> [PROMPT]: Search the data below for the string "highway". Extract every line that contains it.

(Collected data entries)
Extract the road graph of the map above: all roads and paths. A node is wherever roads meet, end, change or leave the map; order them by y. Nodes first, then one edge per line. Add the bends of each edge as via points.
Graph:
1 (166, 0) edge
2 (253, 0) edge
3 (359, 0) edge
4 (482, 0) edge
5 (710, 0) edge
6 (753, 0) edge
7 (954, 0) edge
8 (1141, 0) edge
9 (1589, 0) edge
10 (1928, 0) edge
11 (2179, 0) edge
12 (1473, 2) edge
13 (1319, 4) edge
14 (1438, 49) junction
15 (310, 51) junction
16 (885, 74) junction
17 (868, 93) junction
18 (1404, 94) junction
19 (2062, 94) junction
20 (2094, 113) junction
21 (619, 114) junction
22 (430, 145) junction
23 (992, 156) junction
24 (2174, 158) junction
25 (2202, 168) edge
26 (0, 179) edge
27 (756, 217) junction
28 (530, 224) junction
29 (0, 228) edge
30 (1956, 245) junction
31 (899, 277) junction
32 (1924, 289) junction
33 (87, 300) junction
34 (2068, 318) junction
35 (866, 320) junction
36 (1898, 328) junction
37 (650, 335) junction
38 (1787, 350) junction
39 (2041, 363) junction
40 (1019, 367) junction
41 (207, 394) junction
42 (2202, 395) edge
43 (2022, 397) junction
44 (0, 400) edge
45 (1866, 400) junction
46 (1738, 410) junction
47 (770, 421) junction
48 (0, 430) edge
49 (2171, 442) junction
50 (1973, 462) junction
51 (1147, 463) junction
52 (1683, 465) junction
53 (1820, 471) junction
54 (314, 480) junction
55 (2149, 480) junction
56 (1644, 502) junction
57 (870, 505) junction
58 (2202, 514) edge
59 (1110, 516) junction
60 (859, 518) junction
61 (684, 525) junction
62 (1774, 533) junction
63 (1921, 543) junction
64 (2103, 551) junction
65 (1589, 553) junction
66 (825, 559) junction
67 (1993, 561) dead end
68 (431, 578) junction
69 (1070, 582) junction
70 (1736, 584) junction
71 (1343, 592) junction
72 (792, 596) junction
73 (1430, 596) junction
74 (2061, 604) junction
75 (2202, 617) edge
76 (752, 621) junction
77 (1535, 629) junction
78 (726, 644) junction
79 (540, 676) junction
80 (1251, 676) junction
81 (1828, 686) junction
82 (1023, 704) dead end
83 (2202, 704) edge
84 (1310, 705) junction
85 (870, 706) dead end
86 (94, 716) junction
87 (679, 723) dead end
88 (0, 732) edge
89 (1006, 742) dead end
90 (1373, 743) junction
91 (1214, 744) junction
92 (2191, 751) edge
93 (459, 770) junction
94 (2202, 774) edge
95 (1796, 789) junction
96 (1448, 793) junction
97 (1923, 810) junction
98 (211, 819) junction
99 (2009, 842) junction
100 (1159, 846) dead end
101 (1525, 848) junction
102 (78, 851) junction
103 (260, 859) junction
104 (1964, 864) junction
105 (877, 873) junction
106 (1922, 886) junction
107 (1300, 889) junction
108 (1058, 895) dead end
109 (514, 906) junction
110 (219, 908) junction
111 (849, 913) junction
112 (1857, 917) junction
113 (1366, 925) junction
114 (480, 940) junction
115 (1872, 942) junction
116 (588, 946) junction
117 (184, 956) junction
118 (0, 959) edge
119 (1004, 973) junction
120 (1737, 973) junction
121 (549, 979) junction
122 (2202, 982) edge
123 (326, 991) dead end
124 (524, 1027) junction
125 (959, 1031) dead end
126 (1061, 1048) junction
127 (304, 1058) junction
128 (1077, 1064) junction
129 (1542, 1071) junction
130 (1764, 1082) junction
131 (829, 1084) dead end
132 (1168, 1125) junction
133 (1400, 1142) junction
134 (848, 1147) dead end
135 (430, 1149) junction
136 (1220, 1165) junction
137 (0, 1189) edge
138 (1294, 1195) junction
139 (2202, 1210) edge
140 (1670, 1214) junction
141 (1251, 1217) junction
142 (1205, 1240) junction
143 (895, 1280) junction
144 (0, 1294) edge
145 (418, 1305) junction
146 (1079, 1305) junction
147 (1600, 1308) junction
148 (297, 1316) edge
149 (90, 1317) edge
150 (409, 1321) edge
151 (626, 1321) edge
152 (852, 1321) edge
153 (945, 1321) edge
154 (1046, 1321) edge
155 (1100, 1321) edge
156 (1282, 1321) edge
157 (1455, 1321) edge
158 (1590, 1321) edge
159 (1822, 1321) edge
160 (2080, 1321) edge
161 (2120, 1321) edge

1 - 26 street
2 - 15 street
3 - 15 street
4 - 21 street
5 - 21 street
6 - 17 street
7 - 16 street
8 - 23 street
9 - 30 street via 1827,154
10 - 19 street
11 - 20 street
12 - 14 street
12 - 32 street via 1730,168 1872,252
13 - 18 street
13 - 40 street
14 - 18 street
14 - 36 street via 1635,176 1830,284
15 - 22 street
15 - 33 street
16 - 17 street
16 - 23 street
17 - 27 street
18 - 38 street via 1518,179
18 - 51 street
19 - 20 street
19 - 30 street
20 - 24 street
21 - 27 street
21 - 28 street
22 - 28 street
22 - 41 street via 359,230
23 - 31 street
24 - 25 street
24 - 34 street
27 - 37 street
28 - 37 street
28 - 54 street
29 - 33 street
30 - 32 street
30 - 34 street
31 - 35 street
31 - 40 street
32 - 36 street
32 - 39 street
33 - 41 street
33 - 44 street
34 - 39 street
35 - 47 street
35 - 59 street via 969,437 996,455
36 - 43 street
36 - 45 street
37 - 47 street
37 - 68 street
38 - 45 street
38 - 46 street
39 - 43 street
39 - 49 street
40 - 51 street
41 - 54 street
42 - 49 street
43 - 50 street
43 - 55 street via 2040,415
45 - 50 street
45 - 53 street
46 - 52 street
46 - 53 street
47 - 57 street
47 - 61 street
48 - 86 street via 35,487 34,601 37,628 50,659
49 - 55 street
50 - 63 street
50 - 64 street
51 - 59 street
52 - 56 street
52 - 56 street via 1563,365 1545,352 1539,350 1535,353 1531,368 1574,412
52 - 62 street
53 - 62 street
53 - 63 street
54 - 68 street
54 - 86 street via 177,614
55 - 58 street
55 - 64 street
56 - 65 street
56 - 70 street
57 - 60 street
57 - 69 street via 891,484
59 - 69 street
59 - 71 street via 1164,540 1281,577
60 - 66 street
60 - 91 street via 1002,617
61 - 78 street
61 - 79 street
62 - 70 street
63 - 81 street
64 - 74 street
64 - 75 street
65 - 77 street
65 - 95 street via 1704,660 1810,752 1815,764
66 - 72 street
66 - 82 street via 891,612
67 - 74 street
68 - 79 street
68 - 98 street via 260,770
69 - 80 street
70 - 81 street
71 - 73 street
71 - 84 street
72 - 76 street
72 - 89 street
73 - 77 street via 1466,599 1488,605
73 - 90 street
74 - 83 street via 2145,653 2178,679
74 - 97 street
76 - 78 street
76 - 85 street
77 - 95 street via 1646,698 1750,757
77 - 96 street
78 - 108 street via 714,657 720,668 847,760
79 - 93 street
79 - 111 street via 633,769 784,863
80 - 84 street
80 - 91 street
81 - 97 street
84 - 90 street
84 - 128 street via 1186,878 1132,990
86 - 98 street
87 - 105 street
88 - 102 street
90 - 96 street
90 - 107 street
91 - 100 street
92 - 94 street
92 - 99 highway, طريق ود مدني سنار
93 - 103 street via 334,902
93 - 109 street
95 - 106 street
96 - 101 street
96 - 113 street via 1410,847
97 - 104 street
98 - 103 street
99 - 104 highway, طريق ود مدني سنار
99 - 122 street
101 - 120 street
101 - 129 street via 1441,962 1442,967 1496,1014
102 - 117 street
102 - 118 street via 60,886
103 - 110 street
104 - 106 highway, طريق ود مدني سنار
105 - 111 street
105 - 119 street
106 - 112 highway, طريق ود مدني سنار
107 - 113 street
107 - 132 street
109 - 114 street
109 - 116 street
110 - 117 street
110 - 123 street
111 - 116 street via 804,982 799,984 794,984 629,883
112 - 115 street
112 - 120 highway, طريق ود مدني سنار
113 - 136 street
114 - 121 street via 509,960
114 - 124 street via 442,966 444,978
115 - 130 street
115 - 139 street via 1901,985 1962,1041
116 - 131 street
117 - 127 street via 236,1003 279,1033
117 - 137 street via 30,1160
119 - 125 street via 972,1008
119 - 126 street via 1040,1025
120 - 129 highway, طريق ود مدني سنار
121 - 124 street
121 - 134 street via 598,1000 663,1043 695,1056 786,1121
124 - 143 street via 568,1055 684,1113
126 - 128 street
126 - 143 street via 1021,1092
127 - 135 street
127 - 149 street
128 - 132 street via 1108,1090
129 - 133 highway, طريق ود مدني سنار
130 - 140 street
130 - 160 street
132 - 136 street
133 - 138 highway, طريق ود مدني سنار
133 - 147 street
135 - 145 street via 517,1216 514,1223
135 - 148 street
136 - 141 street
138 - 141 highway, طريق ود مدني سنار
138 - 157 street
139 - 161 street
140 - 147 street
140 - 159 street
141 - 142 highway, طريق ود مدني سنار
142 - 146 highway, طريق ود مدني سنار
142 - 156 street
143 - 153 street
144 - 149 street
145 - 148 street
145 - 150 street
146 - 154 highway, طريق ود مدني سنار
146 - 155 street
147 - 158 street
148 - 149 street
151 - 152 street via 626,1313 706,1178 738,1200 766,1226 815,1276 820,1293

> [PROBLEM SOLUTION]:
92 - 99 highway, طريق ود مدني سنار
99 - 104 highway, طريق ود مدني سنار
104 - 106 highway, طريق ود مدني سنار
106 - 112 highway, طريق ود مدني سنار
112 - 120 highway, طريق ود مدني سنار
120 - 129 highway, طريق ود مدني سنار
129 - 133 highway, طريق ود مدني سنار
133 - 138 highway, طريق ود مدني سنار
138 - 141 highway, طريق ود مدني سنار
141 - 142 highway, طريق ود مدني سنار
142 - 146 highway, طريق ود مدني سنار
146 - 154 highway, طريق ود مدني سنار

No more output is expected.